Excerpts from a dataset
------------------------------------
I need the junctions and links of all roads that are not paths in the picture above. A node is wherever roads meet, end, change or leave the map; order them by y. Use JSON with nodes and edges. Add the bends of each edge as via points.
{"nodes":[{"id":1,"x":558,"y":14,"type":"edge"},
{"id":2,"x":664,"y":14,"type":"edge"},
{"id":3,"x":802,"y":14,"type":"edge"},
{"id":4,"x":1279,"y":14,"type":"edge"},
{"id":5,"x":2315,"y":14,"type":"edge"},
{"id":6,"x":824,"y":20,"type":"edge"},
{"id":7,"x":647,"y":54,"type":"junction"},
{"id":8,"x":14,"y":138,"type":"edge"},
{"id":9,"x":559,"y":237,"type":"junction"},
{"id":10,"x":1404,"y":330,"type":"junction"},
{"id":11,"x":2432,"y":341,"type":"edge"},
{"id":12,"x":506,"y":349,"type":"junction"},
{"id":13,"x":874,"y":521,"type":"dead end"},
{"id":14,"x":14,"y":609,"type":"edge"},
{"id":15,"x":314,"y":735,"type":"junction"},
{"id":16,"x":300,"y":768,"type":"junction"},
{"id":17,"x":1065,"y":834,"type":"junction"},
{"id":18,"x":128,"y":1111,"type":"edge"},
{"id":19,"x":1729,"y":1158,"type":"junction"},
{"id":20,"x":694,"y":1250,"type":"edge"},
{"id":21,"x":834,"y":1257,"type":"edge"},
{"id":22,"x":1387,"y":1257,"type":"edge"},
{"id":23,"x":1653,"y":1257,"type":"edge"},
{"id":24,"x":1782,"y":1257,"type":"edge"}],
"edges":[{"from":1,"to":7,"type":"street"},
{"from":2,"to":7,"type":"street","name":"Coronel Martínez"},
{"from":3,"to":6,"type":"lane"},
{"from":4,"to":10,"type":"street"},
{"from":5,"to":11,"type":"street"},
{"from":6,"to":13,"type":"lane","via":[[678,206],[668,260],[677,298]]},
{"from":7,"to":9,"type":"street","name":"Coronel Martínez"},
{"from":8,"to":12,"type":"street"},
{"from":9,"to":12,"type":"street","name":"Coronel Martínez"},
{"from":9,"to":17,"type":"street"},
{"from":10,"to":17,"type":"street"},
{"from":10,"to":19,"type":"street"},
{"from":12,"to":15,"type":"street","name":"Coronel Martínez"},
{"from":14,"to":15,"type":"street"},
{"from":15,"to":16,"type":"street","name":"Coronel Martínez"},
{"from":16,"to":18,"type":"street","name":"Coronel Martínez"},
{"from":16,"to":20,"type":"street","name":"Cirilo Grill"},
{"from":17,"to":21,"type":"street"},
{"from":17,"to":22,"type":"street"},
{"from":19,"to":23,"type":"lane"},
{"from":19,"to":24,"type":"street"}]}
------------------------------------
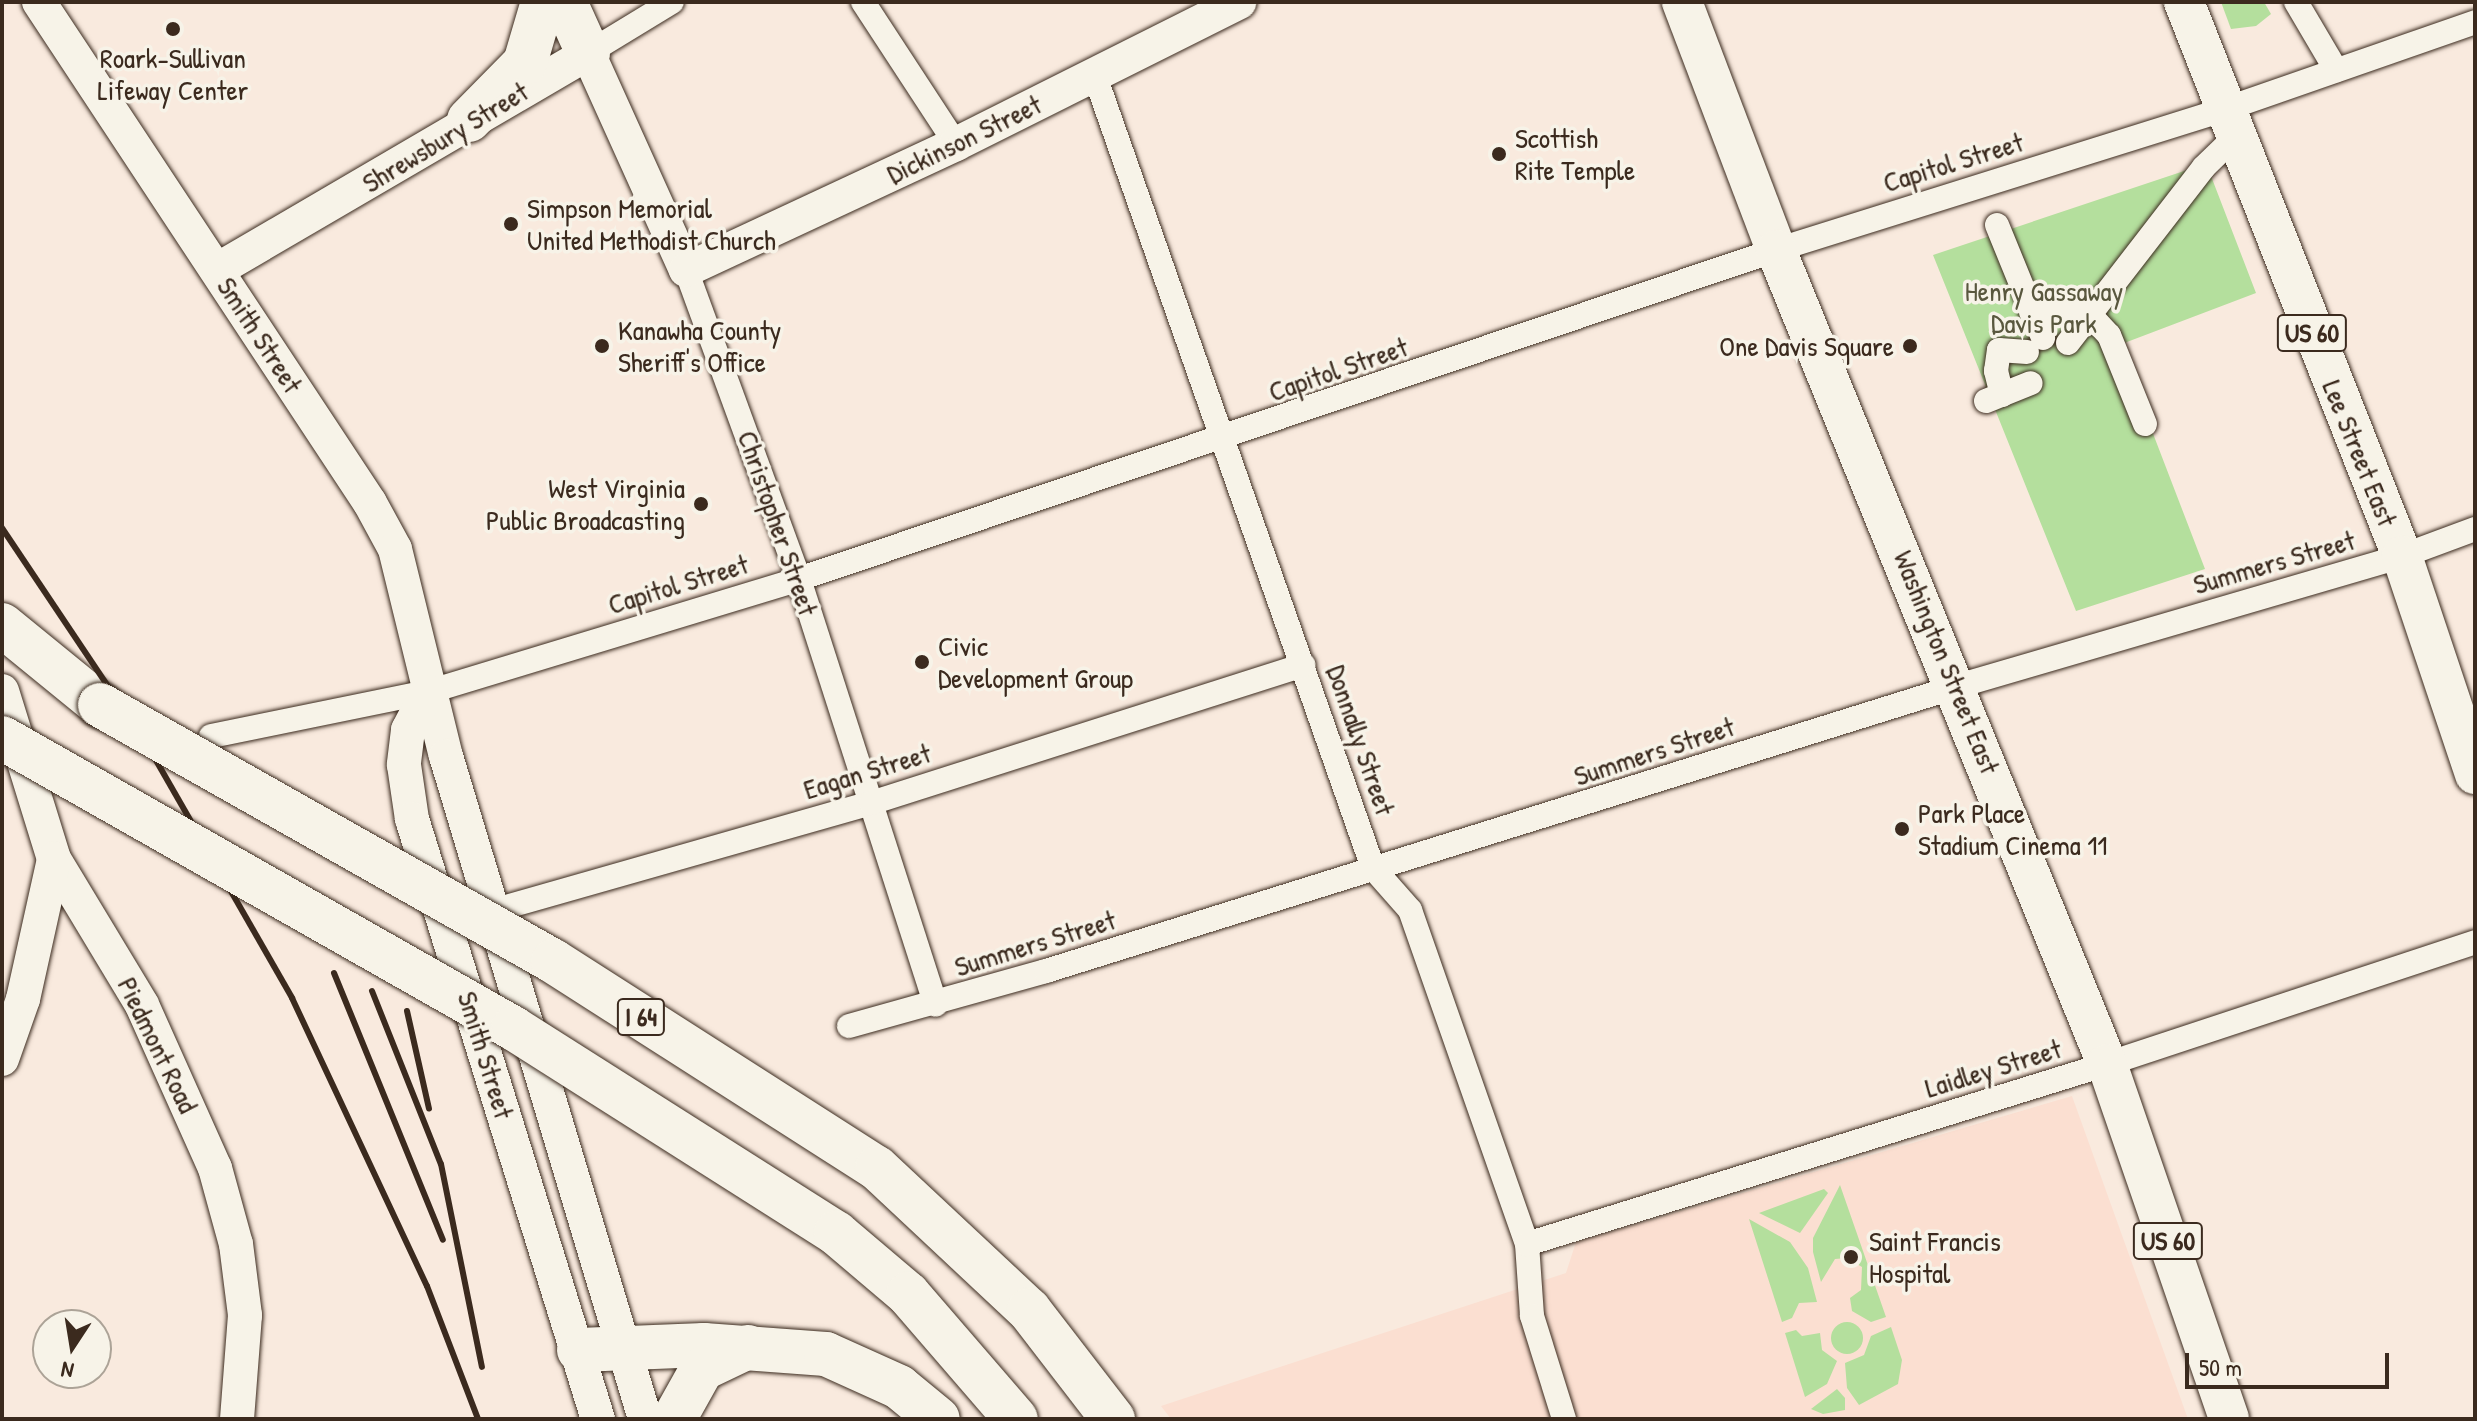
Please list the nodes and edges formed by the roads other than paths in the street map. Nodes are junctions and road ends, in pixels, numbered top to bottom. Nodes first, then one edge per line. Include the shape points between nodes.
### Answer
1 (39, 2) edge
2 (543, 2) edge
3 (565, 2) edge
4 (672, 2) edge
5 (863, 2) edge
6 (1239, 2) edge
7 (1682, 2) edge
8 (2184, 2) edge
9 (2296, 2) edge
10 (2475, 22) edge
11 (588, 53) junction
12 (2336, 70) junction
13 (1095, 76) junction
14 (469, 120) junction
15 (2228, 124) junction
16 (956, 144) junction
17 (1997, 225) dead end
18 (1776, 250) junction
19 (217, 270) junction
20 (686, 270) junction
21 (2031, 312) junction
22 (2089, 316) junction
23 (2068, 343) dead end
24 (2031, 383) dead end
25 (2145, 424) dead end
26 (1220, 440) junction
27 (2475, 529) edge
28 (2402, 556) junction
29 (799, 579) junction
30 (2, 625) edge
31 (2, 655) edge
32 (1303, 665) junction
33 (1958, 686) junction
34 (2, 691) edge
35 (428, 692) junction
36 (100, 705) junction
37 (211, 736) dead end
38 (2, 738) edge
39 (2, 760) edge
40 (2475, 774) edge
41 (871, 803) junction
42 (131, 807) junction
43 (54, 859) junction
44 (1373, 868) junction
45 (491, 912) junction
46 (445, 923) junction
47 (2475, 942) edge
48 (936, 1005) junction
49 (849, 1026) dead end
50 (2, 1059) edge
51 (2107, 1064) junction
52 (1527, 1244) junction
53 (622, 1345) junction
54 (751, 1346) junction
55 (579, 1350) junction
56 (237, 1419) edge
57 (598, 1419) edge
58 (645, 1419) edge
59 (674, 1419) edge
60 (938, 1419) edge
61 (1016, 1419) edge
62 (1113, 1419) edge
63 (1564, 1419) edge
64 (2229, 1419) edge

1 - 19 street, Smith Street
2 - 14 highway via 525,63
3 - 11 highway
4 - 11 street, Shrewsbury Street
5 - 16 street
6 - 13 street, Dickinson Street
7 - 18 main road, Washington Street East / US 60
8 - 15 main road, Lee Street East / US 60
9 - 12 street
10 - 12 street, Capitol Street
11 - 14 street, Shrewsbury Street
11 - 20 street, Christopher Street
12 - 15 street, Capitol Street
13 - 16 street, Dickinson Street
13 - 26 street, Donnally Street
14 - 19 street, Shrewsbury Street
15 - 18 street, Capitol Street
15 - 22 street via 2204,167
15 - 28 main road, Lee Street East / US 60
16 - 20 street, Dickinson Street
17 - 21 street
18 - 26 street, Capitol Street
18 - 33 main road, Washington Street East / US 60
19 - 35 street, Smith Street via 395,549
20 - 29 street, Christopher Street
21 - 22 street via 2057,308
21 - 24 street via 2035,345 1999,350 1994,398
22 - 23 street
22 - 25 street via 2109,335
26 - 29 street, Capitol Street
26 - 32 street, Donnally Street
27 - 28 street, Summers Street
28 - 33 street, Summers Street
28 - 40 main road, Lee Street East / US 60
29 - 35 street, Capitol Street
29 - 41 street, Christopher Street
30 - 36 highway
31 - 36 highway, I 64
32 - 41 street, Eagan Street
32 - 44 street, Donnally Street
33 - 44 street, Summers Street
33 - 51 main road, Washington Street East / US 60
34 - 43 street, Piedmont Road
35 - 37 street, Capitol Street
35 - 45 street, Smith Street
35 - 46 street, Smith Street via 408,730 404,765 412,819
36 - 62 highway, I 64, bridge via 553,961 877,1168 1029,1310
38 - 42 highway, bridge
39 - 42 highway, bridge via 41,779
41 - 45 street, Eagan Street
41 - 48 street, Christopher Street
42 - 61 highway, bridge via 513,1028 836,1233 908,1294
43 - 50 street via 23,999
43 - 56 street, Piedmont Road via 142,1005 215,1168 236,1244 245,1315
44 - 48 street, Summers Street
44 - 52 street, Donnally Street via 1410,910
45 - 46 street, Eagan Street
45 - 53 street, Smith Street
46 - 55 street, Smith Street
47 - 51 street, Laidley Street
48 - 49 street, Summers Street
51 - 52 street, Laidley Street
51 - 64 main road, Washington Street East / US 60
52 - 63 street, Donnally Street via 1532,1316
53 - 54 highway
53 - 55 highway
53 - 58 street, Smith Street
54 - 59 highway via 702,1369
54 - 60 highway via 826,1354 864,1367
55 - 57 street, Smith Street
------------------------------------
## [Required action]
Go through the entries and return each line where the word "Washington" appears.

## [Written reply]
7 - 18 main road, Washington Street East / US 60
18 - 33 main road, Washington Street East / US 60
33 - 51 main road, Washington Street East / US 60
51 - 64 main road, Washington Street East / US 60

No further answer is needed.